[Tdwg-guid] DOIs and persistence -- when DOIs go bad

Fri May 26 11:37:45 CEST 2006

Sally wrote

> Even if the DOIs were working as advertised, what would it take to
> get to the point where we could supplement 'Syst. Bot. 28(2): 401
> (2003).' with "doi:10.1600/0363-6445(2003)028[0387:PORLFR]2.0.CO;2" ?
>
> This example is actually quite close to being doable
> programmatically. 'Syst. Bot.' is a standardised publication
> abbreviation in IPNI, and the collation is in a standard form too, so
> if we had a source of DOIs tied to articles in Syst. Bot. we could
> imagine writing a routine to programmatically import the relevant DOI
> into the IPNI record.

CrossRef provide an interface to extract DOIs (see  
http://iphylo.blogspot.com/2006/05/crossrefs-openurl-resolver.html for  
an example). There's also a web form that you can use top play around  
with: http://www.crossref.org/guestquery/.

>
> We're chugging away with standardisation in IPNI and we're doing
> updates at the moment that are cleaning up aspects of 10,000, 15,000,
> up to 50,000 records at a time. But there are 1.5 million records to
> do and we can still find (just from within Poissonia) citations like
> 'Adansonia, ix. (1870) 295. ' or 'Bol. Mus. Hist. Nat. Tucuman no. 6:
> 8. 1925 Hauman, in Kew Bull. 1925: 279. 1925 ' which look much less
> tractable

Hard work. There is a small literature on citation matching which may  
be relevant, e.g: http://citeseer.ist.psu.edu/pasula02identity.html and  
http://citeseer.ist.psu.edu/lawrence99autonomous.html.

>
> 60% of publications are not standardised in IPNI, and of the
> standardised ones many of them predate DOIs (are there any moves
> among journals to retrofit DOIs to older series?)

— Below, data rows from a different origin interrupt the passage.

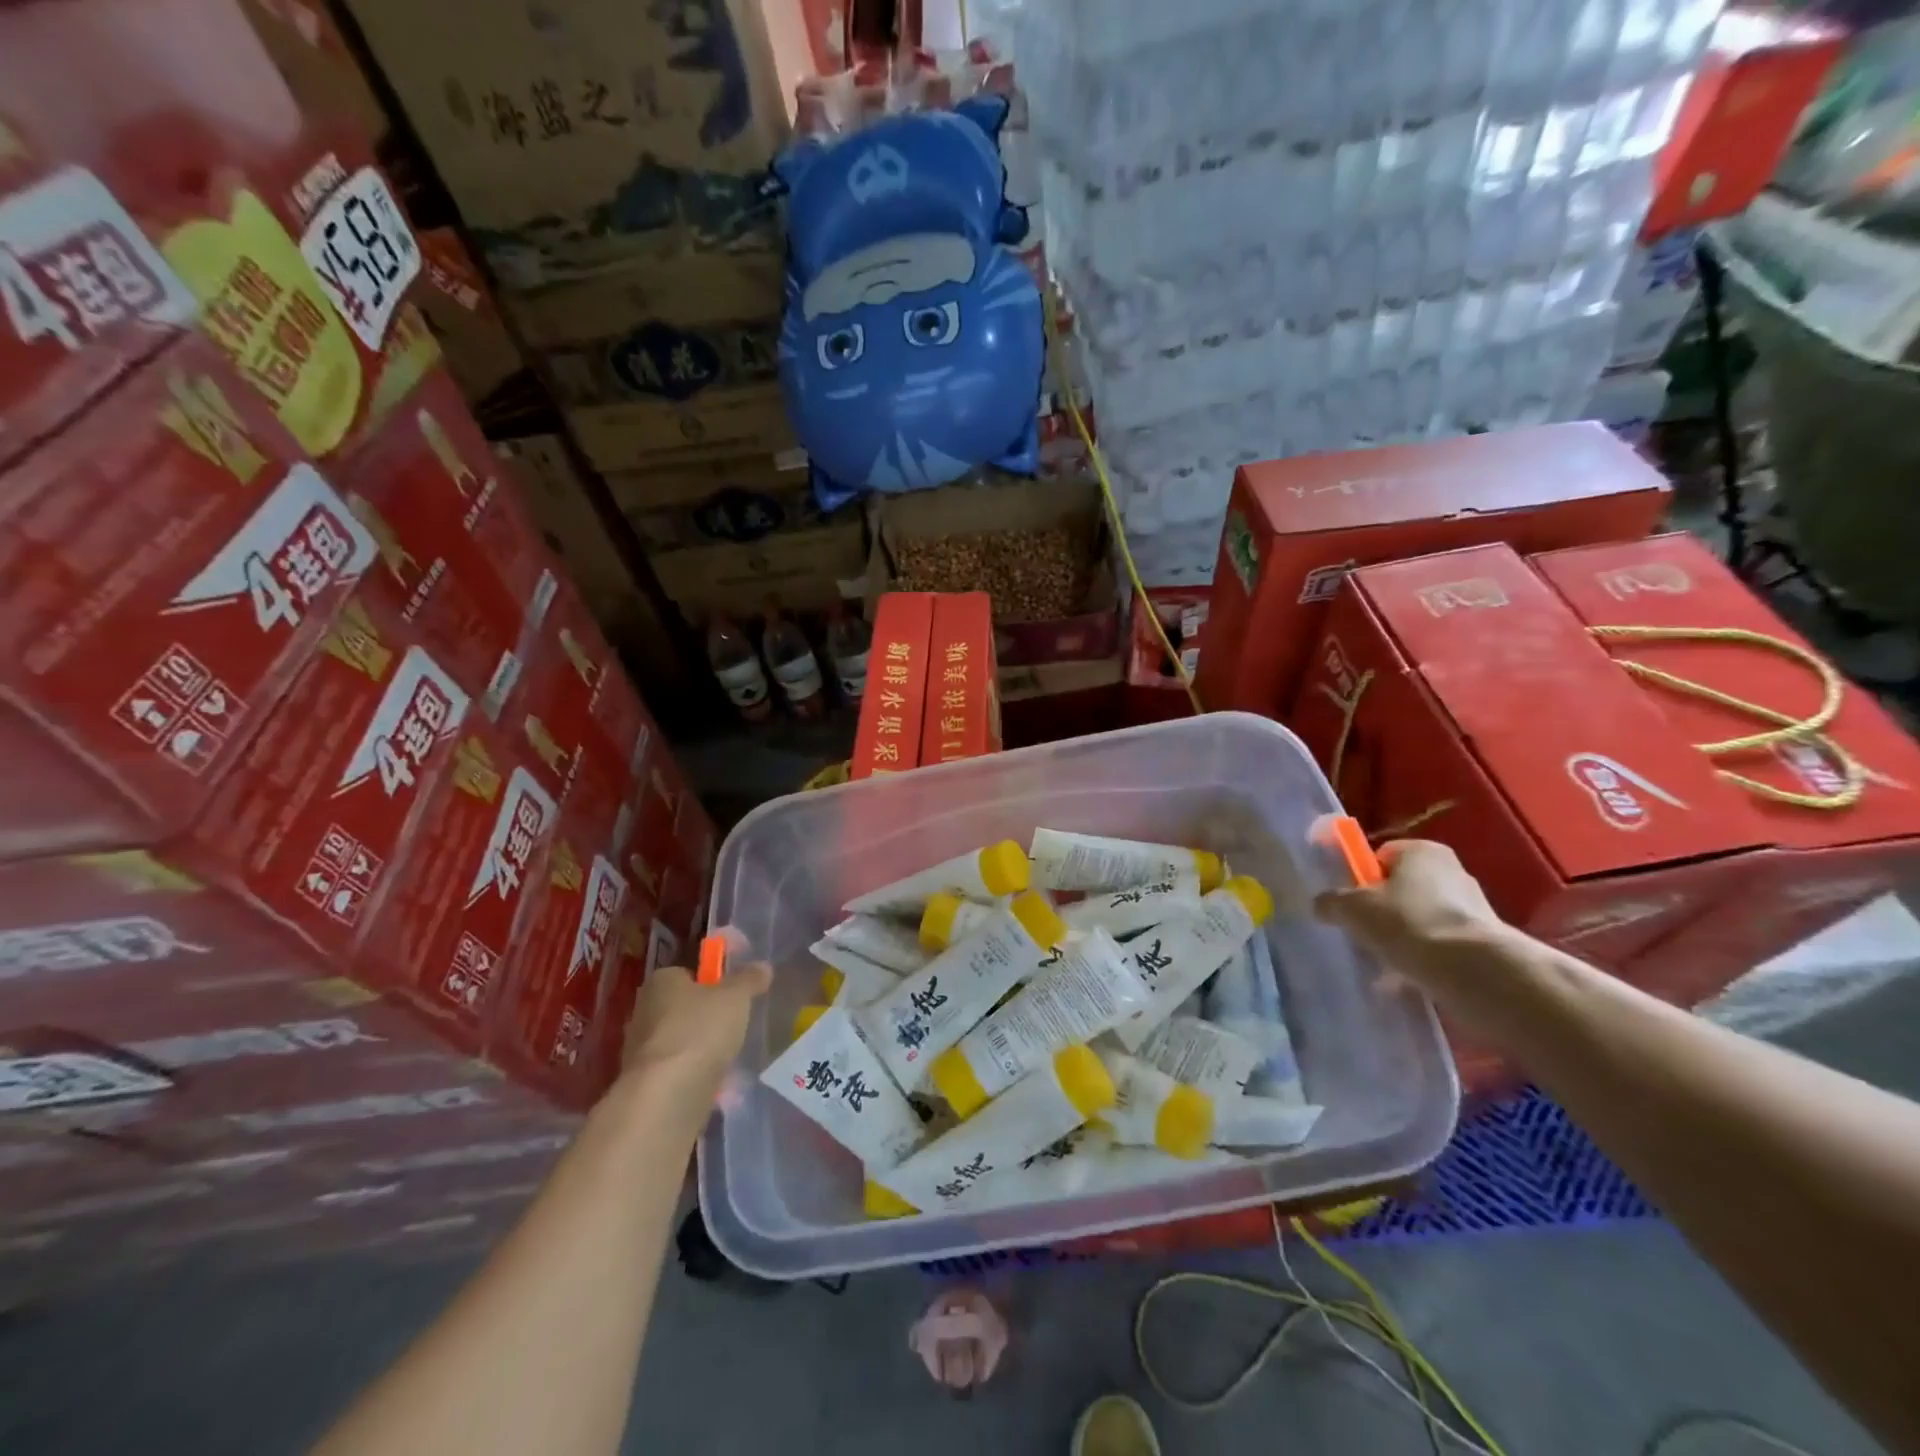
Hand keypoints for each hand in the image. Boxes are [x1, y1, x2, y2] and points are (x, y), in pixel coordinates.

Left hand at [620, 952, 771, 1097]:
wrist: (667, 1096)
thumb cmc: (700, 1030)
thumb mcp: (736, 997)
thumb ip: (749, 980)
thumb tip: (762, 966)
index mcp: (661, 982)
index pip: (687, 972)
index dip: (712, 980)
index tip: (734, 992)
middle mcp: (644, 1012)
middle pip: (683, 1008)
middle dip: (708, 1017)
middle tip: (737, 1023)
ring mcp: (641, 1051)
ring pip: (682, 1042)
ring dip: (704, 1049)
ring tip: (733, 1057)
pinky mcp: (646, 1084)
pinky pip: (679, 1073)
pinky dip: (698, 1076)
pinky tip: (721, 1085)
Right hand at [1314, 840, 1512, 1005]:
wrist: (1472, 970)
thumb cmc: (1406, 922)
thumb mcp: (1351, 908)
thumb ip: (1331, 902)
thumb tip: (1322, 906)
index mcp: (1422, 851)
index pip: (1381, 857)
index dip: (1361, 879)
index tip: (1351, 904)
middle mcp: (1452, 871)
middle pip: (1401, 889)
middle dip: (1382, 912)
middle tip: (1363, 934)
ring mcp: (1472, 907)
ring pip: (1420, 919)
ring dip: (1402, 938)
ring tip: (1383, 964)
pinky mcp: (1483, 941)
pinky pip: (1440, 945)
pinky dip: (1423, 959)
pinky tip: (1407, 979)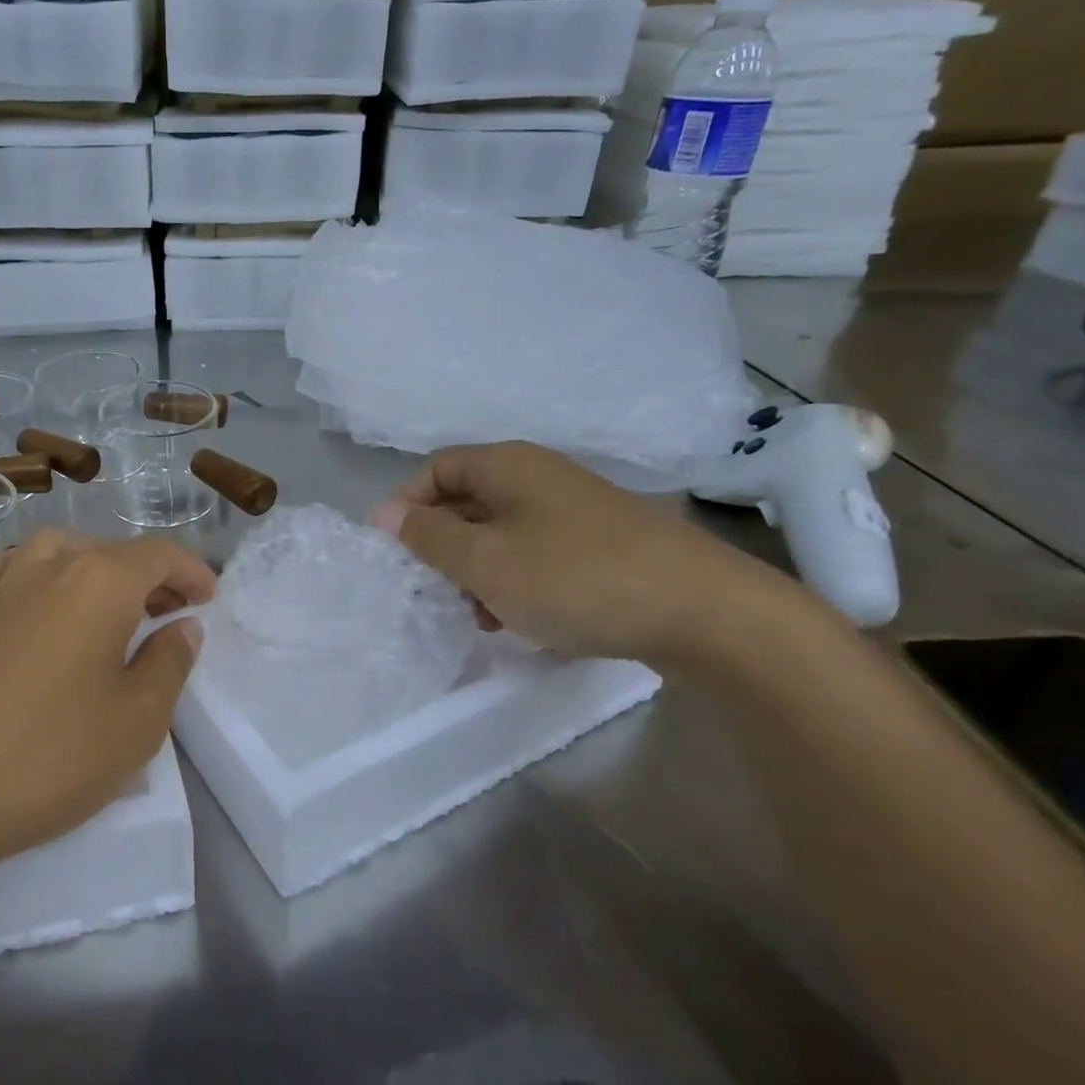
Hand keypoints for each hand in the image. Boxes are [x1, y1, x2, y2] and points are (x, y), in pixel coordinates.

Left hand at [0, 530, 213, 879]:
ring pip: (57, 550)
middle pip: (110, 551)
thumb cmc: (50, 755)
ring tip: (109, 602)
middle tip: (171, 612)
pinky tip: (35, 595)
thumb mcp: (137, 720)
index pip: (158, 555)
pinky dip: (33, 571)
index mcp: (100, 582)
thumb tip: (182, 626)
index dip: (190, 571)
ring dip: (93, 565)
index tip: (208, 598)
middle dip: (149, 575)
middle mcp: (49, 567)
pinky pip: (5, 570)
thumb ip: (169, 663)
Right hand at [371, 442, 791, 666]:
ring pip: (499, 533)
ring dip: (476, 570)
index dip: (407, 505)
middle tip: (433, 589)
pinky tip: (518, 619)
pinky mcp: (598, 544)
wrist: (701, 610)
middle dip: (441, 545)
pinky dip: (514, 581)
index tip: (396, 552)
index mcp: (507, 466)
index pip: (435, 469)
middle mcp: (538, 477)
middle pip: (467, 500)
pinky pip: (535, 554)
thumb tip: (383, 513)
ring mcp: (572, 510)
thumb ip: (428, 536)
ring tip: (477, 614)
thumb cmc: (573, 577)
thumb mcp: (484, 561)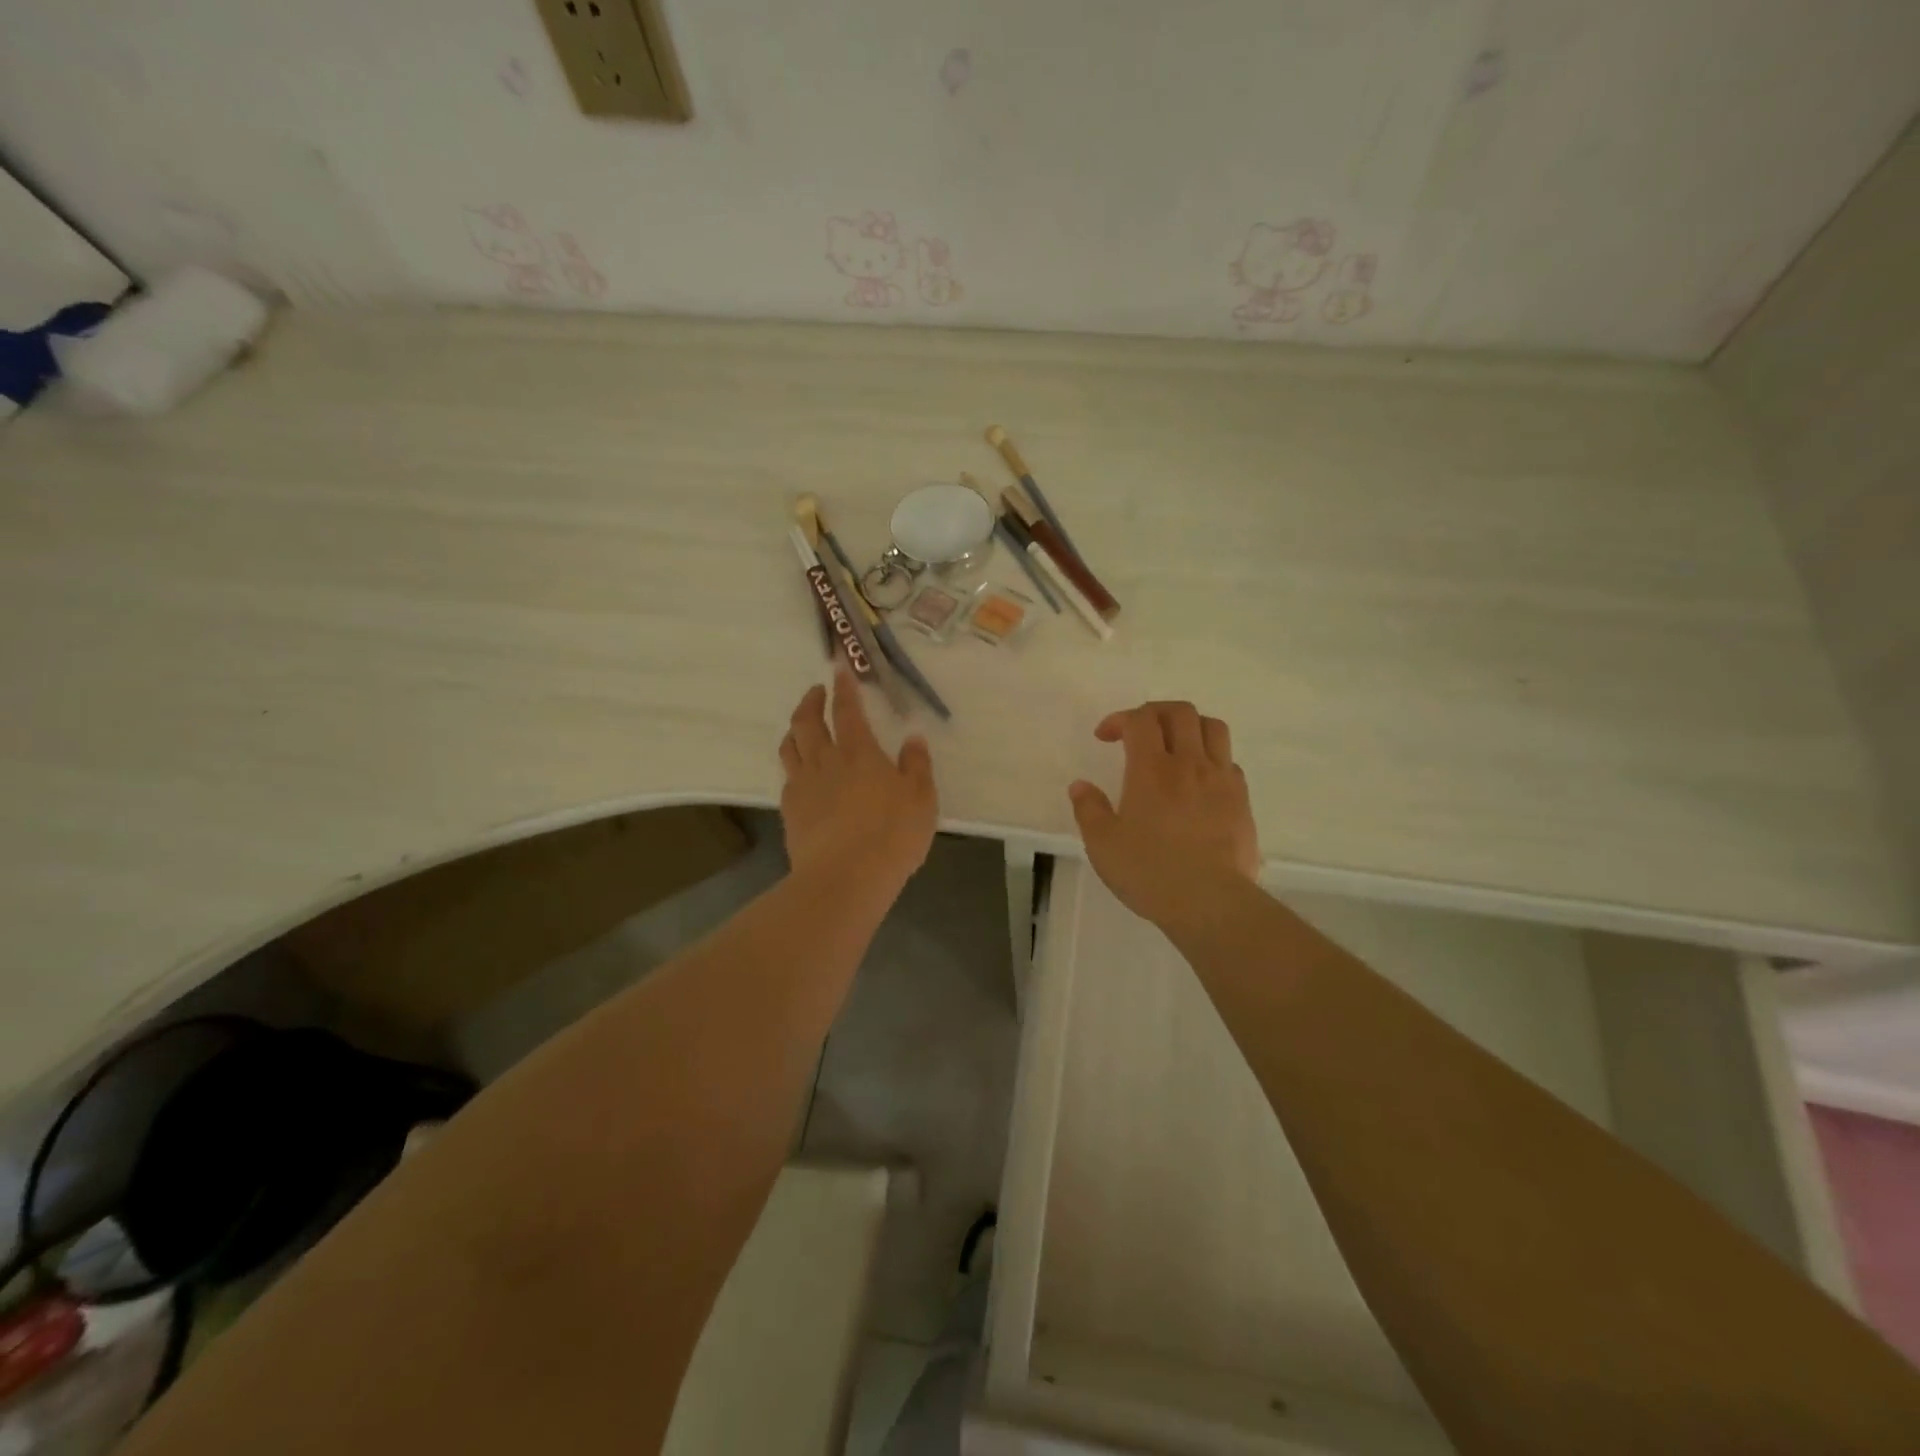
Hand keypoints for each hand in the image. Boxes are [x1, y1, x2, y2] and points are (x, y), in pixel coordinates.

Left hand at [779, 667, 937, 900]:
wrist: (845, 877)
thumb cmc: (892, 834)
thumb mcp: (921, 799)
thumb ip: (917, 766)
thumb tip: (913, 738)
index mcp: (859, 752)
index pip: (847, 710)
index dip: (844, 687)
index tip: (839, 668)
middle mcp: (826, 761)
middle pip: (807, 721)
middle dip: (811, 701)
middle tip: (816, 692)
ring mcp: (803, 786)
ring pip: (790, 746)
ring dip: (795, 729)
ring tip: (802, 726)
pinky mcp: (790, 811)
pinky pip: (787, 778)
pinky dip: (794, 766)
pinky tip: (801, 775)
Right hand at [1069, 701, 1259, 932]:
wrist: (1210, 902)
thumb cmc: (1150, 872)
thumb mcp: (1103, 845)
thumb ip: (1089, 809)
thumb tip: (1080, 786)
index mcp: (1151, 769)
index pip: (1139, 720)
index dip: (1120, 718)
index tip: (1105, 737)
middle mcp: (1189, 764)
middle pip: (1180, 712)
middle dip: (1155, 712)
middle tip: (1138, 731)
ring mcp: (1221, 780)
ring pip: (1213, 728)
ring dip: (1190, 726)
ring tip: (1174, 745)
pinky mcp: (1242, 800)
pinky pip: (1229, 761)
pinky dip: (1211, 758)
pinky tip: (1199, 780)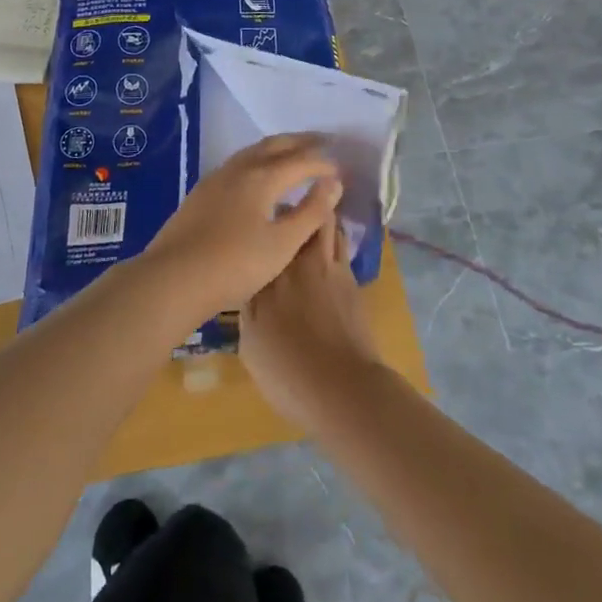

Some are. I've noticed some very old articles hosted by Springer have  
DOIs (sadly, I can't give a specific example). Of course you don't need  
to solely rely on DOIs. Handles should also be catered for. For  
example, the American Museum of Natural History provide full-text of  
current and back issues of their publications:  
http://digitallibrary.amnh.org/dspace/. Of course, they don't do  
plants, but if other institutions adopt the AMNH's approach of using  
DSpace, then handles are part of the mix. Some repositories use URLs.

> Plus I've noticed
> in the IPNI and other editors at Kew a strange reluctance to type in
> strings that look like
> '10.1600/0363-6445(2003)028[0387:PORLFR]2.0.CO;2'
> - I don't know whether barcode reading technology could help here...

Yeah, but there's this cool invention called "cut and paste" ;-)  This  
can all be automated. Look at Connotea - you can highlight a DOI in  
your browser, click on a bookmarklet and hey presto, it's added to  
Connotea. Also, much of this would be done by scripts, web crawling,  
etc.

>
> I think that any solution to standardising citations of literature
> must inevitably include (if not be confined to) some use of the
> infrastructure that DOIs represent. But we will also have to come up
> with a plan that will help us deal with the vast weight of legacy
> data that databases like IPNI carry

I think there are two things to be addressed here. The first is GUIDs  
for old literature that no publisher is every going to assign DOIs to  
(the publisher may no longer exist, the work is in the public domain,  
etc.).

Also, several modern publishers have not adopted DOIs but instead use  
fairly standard URLs. These include a lot of journals relevant to us  
(e.g., American Journal of Botany and other HighWire Press journals ).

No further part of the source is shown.